A set was requested with preserved insertion order. Mathematically, such a
structure relates more to an Oset (having order) than a Set. See
relationships in the image below:
[image: libo.png]
Each of the mentioned structure types has a dedicated role. Python's sets
work well and correlate with existing math principles. I would be more
convinced to introduce a new collection to Python rather than alter
existing sets.
-1: preserving insertion-order in sets
0: adding `OrderedSet` (where `dict.fromkeys()` does not suffice, i.e.
needing set operations)
+1: implementing an analogous abstract collection, e.g. "`HashList`" ->
Oset, just as `Counter` -> Mset
On Sun, Dec 29, 2019 at 9:00 PM Wes Turner wrote:
> Due to version and platform constraints, a SAT solver is necessary for
> conda and (now) pip. Libsolv is one of the fastest around.
>
> https://github.com/QuantStack/mamba is conda implemented with libsolv
> (and parallel downloading of *declarative* dependency metadata).
>
> For general purpose graphs with implicit node instantation from edge
> declaration, NetworkX has implementations of many graph algorithms.
>
> https://networkx.github.io/documentation/stable/reference/algorithms/generated/networkx.algorithms.dag.topological_sort.html
>
>
> CuGraph (a product of the RAPIDS.ai project) does graphs with CUDA (from
> Python) with a "NetworkX-like API" but doesn't yet have a topological sort
> (though it does have BFS)
> https://github.com/rapidsai/cugraph
>
> "pip needs a dependency resolver" + End (Fn+Right) links to the latest
> work on the new pip code (that must require declarative dependency metadata)
> https://github.com/pypa/pip/issues/988
>
> That said, this implementation of topo sort could have a deterministic
> output given an OrderedSet:
> https://rosettacode.org/wiki/Topological_sort#Python
>
> A table including Big-O and memory usage for the necessary data structure
> and methods would be useful.
>
> On Sun, Dec 29, 2019, 5:12 PM Tim Peters wrote:
>
>> [Larry]
>> > It's a lightweight abstract dependency graph.
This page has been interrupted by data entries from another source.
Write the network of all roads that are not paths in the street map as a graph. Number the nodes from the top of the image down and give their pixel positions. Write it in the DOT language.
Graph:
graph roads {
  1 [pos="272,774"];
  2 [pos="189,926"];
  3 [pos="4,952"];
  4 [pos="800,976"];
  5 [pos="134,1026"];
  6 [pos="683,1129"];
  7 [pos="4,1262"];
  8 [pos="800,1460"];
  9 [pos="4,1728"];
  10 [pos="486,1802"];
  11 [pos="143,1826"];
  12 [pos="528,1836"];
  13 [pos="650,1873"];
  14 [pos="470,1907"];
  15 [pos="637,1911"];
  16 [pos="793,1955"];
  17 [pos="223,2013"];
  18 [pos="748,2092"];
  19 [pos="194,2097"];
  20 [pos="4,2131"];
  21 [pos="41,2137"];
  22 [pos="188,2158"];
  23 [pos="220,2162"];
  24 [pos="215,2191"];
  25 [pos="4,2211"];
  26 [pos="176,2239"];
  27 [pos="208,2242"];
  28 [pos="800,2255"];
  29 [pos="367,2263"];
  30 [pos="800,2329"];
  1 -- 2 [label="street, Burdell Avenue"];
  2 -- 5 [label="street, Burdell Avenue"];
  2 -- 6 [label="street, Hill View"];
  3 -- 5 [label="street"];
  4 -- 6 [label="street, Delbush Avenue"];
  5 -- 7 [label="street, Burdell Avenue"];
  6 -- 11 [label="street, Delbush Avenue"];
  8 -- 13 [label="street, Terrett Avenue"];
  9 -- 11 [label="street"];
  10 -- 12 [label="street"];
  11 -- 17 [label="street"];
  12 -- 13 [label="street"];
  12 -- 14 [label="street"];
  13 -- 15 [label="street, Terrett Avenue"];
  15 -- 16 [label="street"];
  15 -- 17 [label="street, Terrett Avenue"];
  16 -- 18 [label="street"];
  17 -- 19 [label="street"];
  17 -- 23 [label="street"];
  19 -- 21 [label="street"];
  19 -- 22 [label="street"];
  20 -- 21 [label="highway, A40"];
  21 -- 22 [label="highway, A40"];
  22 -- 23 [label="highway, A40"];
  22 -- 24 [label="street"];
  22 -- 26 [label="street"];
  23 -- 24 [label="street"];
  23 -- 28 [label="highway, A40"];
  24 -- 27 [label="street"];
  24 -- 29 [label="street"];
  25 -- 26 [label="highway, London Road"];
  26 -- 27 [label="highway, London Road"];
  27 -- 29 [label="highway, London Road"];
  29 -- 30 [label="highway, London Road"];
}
Its nodes are opaque,
>> > only required to be hashable. And it doesn't require that you give it
>> > all the nodes in strict dependency order.
>> >
>> > When you add a node, you can also optionally specify
>> > dependencies, and those dependencies aren't required
>> > to be nodes that the graph has previously seen. So you can add
>> > a node A that depends on B and C, without showing it B or C
>> > first. When that happens it creates placeholder nodes for B
>> > and C, and naturally these nodes have no dependencies. You
>> > can then later inform the graph that node B has dependencies
>> > on X Y and Z.
>> >
>> > (My specific use case is a package manager. Packages are identified
>> > with unique strings. So the nodes I give the give the graph are simply
>> > those package names. It's pretty common for me to get a package
>> > with dependencies on packages I haven't seen yet. Designing the
>> > graph to create placeholders let me skip making two passes over
>> > the package list, pre-creating the package objects, etc etc. This
>> > made the code simpler and presumably faster.)
>> >
>> > The graph API maintains an externally-visible "ready" iterable of
>> > nodes. And since B can go from ready to not-ready, it can get added
>> > to "ready" and subsequently removed.
>> >
>> > Also, when a node is satisfied, you simply remove it from the graph.
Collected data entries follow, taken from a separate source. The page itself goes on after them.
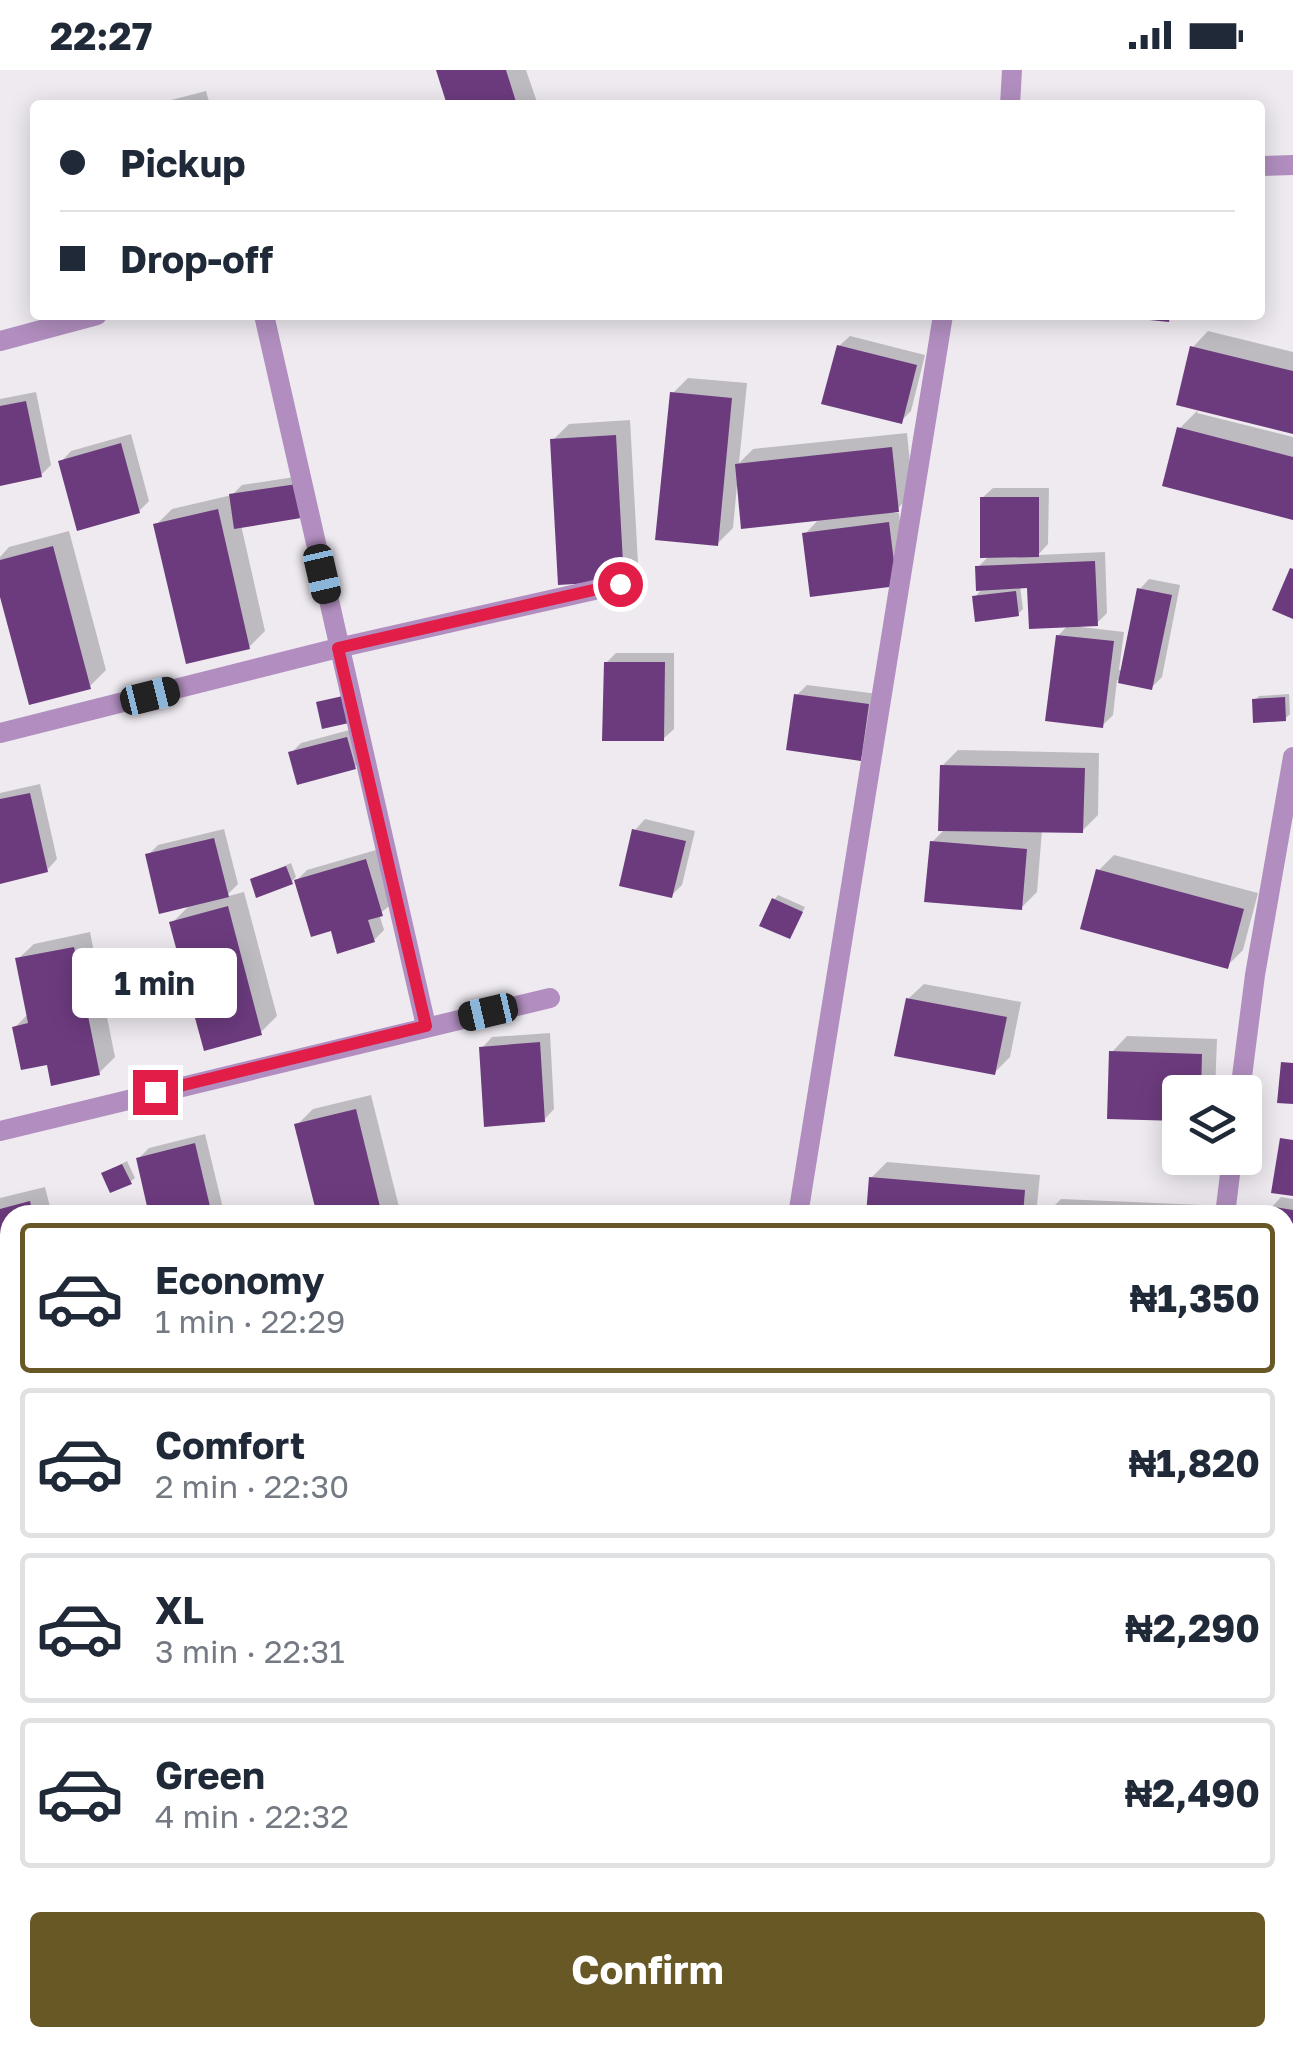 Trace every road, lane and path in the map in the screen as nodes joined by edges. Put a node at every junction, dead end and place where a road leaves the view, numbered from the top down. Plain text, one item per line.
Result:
1 (1012, 70) edge
2 (1010, 100) edge
3 (1265, 166) edge
4 (1293, 166) edge
5 (79, 320) edge
6 (265, 320) edge
7 (942, 320) edge
8 (0, 341) edge
9 (620, 584) dead end
10 (338, 648) junction
11 (0, 733) edge
12 (1293, 757) edge
13 (550, 998) dead end
14 (426, 1026) junction
15 (1242, 1075) edge
16 (0, 1131) edge
17 (1230, 1175) edge
18 (800, 1205) edge
19 (1225, 1205) edge

1 - 2 street
3 - 4 street
5 - 8 street
6 - 10 street
7 - 18 street
9 - 10 street
10 - 11 street
10 - 14 street
12 - 15 street
13 - 14 street
14 - 16 street
17 - 19 street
>> > If A depends on B and C, and they all represent jobs, and B and C
>> > have no dependencies, they'll be in the "ready" iterable. You iterate
>> > over "ready", and execute those jobs, and assuming they are
>> > successful you then remove them from the graph. When A's
>> > dependencies are all satisfied, it'll get added to the "ready" iterable.
>> > And naturally when B and C were removed from the graph, they were
>> > removed from the "ready" iterable too.
>>
>> OK! You're doing a topological sort. There are natural & simple ways
>> to do that right now that scale efficiently to very large graphs (time
>> & space linear in the sum of the number of nodes and the number of
>> dependencies). Curiously, the difficulties are mostly driven by the
>> quality of _error_ messages you want (in case of, e.g., cycles in the
>> dependency graph).
>>
>> Lots of those implementations became deterministic "by magic" when
>> ordered dicts were introduced. This is why: a bare bones
>> implementation needs to associate two pieces of info with each node:
>> a list of its immediate successors, and an integer count of the number
>> of its immediate predecessors. A dict is the natural way to implement
>> that association.
>>
>> When all the dependency info has been entered, then:
>>
>> - First all nodes are emitted whose predecessor count is 0. Iterating
>> over the association dict once is the natural way to find them, and
>> that order is defined now.
>>
>> - Then, as each emitted node N is marked done:
>> for child in N.succe